Con motivo de la celebración del 34 aniversario de la “Proclama de Neutralidad” del expresidente Luis Alberto Monge Álvarez, cualquiera que indague la historia costarricense podrá darse cuenta de algo que constituye una constante de nuestra nacionalidad: la vocación por la paz y el arreglo civilizado de las controversias y el rechazo a participar, hasta donde ello sea posible, en conflictos y acciones bélicas, cuando estas se originan en problemas allende nuestras propias fronteras.
La anterior no es una afirmación gratuita. Desde los lejanos inicios de la independencia, los costarricenses mostraron una sorprendente tenacidad en tratar de resguardar su propia paz interior, permaneciendo al margen de los conflictos externos y alejados de la turbulencia que ya empezaba a arrastrar a los demás pueblos de Centroamérica.
La lección es clara: Costa Rica no ha sido nunca neutral en la lucha entre el despotismo y la libertad. Los costarricenses siempre hemos sido, somos y seremos decididos partidarios de la libertad. En lo que hemos procurado permanecer neutrales ha sido en cuanto a los conflictos bélicos de otros, siempre y cuando estos no pongan en peligro a nuestro pueblo. Don Luis Alberto consagró formalmente un principio y una práctica consustancial a la tradición del pueblo costarricense en materia de las relaciones exteriores, cuando la afirmación de tal principio era de la mayor importancia, visto el clima de guerra, violencia y muerte que hace 34 años azotaba a Centroamérica y que amenazaba desbordarse hacia nuestro país.

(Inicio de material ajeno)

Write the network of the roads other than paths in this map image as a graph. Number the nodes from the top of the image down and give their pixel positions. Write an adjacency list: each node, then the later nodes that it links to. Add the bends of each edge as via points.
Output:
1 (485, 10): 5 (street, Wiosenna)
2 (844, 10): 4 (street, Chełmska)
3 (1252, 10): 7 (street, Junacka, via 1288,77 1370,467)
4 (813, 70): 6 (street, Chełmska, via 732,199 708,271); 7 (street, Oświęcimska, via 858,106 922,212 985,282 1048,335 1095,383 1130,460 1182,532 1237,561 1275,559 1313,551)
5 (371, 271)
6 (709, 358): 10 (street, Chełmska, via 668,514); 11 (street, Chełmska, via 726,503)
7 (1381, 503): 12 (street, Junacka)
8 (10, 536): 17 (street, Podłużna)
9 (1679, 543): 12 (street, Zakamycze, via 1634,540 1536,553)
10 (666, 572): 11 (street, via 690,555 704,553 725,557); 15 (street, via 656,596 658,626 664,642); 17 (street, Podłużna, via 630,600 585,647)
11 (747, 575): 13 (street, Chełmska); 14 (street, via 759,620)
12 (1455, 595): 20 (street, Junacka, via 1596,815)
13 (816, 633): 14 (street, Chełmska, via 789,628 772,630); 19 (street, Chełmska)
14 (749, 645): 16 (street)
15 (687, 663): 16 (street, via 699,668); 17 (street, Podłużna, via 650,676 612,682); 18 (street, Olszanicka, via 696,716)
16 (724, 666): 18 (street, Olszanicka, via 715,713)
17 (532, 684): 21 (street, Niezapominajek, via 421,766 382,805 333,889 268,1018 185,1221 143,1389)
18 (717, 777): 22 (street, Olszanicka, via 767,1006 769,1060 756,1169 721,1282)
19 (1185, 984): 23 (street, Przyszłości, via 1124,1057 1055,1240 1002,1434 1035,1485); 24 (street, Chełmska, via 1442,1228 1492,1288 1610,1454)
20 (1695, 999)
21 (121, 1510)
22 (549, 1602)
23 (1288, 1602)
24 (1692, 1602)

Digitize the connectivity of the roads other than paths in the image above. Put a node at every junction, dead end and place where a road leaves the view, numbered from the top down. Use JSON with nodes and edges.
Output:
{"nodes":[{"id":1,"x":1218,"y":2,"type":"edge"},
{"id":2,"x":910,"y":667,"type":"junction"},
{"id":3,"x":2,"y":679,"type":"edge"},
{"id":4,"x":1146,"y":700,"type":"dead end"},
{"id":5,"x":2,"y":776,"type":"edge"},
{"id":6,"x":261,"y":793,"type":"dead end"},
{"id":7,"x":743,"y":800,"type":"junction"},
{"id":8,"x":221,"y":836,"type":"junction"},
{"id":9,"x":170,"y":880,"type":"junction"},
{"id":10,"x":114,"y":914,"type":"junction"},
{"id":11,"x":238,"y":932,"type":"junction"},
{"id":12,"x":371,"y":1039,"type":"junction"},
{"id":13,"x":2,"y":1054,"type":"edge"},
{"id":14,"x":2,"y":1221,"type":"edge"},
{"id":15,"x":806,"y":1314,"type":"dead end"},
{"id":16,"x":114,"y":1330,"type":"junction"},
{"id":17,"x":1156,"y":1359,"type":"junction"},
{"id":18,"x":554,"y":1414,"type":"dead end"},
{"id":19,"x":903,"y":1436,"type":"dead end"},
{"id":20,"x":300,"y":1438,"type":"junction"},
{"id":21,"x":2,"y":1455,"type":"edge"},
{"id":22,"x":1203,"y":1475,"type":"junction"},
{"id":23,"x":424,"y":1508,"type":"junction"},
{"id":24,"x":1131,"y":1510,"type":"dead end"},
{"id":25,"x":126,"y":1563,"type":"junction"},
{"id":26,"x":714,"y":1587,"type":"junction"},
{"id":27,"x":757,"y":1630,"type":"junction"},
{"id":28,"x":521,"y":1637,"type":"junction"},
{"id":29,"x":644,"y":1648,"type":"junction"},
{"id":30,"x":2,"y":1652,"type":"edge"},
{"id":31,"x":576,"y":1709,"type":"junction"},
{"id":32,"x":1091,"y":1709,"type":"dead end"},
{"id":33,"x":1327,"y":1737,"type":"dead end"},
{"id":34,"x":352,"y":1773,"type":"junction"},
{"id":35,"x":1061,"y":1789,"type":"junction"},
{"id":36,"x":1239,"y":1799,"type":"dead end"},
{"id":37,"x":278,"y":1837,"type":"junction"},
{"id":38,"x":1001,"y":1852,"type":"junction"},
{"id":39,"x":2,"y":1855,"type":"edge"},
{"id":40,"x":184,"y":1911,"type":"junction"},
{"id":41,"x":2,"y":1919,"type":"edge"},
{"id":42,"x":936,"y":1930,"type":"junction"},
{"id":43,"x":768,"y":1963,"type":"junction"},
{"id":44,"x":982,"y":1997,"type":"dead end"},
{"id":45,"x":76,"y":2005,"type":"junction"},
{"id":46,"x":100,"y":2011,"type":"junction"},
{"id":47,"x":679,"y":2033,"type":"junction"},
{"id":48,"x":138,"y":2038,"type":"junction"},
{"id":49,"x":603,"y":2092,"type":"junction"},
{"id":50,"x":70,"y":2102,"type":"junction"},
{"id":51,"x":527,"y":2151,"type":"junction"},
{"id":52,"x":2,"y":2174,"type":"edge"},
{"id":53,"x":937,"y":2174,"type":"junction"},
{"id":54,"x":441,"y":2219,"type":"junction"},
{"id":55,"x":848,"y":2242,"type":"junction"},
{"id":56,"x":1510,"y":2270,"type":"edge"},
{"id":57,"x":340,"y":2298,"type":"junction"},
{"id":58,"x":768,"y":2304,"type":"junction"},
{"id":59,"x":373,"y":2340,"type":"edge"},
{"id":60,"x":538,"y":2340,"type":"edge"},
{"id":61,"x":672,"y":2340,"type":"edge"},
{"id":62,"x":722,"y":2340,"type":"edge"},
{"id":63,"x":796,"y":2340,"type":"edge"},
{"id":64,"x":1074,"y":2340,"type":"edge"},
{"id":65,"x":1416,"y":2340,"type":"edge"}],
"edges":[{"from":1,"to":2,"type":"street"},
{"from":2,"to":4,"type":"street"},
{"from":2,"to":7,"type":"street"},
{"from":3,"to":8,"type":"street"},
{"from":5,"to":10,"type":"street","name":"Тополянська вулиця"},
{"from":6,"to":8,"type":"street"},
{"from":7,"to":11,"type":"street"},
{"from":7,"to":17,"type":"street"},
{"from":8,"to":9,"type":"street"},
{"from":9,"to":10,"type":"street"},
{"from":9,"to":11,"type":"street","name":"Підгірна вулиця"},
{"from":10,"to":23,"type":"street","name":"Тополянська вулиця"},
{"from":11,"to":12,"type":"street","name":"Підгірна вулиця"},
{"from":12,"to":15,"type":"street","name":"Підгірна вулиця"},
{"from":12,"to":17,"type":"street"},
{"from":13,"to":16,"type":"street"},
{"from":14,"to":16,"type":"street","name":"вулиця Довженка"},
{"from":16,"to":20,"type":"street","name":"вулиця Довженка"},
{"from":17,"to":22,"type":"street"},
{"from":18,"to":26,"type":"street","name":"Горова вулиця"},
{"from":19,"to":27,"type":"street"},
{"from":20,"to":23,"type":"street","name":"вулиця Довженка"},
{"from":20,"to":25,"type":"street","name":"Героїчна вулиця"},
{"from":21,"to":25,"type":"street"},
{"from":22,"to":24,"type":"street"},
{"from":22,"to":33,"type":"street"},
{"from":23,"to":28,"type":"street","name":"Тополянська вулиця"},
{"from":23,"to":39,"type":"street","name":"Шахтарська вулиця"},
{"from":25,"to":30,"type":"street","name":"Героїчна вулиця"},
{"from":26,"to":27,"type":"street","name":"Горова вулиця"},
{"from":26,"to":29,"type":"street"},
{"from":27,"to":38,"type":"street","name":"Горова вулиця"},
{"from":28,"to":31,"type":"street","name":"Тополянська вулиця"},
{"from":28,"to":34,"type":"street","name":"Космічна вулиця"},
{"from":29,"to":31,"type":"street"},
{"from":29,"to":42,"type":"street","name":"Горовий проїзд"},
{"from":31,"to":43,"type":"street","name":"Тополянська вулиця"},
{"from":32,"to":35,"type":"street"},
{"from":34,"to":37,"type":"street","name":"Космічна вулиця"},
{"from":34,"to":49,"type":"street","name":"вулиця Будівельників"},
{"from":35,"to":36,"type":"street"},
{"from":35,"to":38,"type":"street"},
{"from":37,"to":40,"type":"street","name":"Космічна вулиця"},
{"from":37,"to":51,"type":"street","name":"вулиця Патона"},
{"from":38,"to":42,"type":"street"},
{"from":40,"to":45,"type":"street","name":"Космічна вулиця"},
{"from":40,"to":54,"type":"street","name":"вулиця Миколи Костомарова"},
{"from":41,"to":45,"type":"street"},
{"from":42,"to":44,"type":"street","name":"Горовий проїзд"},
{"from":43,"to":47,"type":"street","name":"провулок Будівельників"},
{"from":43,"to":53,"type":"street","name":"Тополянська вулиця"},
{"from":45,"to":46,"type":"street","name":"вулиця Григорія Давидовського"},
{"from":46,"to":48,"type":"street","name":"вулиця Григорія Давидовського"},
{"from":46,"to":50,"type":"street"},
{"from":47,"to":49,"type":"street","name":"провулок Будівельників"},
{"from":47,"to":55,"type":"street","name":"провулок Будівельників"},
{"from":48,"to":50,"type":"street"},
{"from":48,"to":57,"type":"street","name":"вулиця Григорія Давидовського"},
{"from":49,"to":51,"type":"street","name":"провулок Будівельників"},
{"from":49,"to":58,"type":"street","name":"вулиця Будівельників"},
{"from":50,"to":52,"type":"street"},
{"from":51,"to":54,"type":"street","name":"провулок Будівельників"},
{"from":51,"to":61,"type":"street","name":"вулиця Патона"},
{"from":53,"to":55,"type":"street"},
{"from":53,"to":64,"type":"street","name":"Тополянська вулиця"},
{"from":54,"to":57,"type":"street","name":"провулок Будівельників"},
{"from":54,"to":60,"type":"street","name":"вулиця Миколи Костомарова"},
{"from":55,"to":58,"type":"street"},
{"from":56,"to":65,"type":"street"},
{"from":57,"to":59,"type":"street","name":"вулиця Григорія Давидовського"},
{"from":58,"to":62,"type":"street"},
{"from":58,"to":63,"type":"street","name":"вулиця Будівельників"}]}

Con sentido común, con patriotismo, pero, sobre todo, con profunda fidelidad a la tradición nacional, don Luis Alberto supo manejar una situación delicadísima, en uno de los momentos álgidos de enfrentamiento de las superpotencias soviéticas y Norteamérica con el contexto de la Guerra Fría, salvando así a nuestro pueblo de la hecatombe que afligió a los vecinos y del cual aún tratan de recuperarse.
Los costarricenses debemos sentirnos orgullosos del sentido histórico y de la visión que representó la “Proclama de Neutralidad” del expresidente Monge, que se adelantó en varios años al fin de la Guerra Fría y al fracaso del comunismo. Y que constituyó precedente del “Plan de Paz” del expresidente Arias Sánchez, brindándole a Centroamérica la oportunidad de empezar a construir la paz y a Costa Rica entera un lugar de respeto en el concierto de las naciones civilizadas por su aporte sustantivo a ese esfuerzo.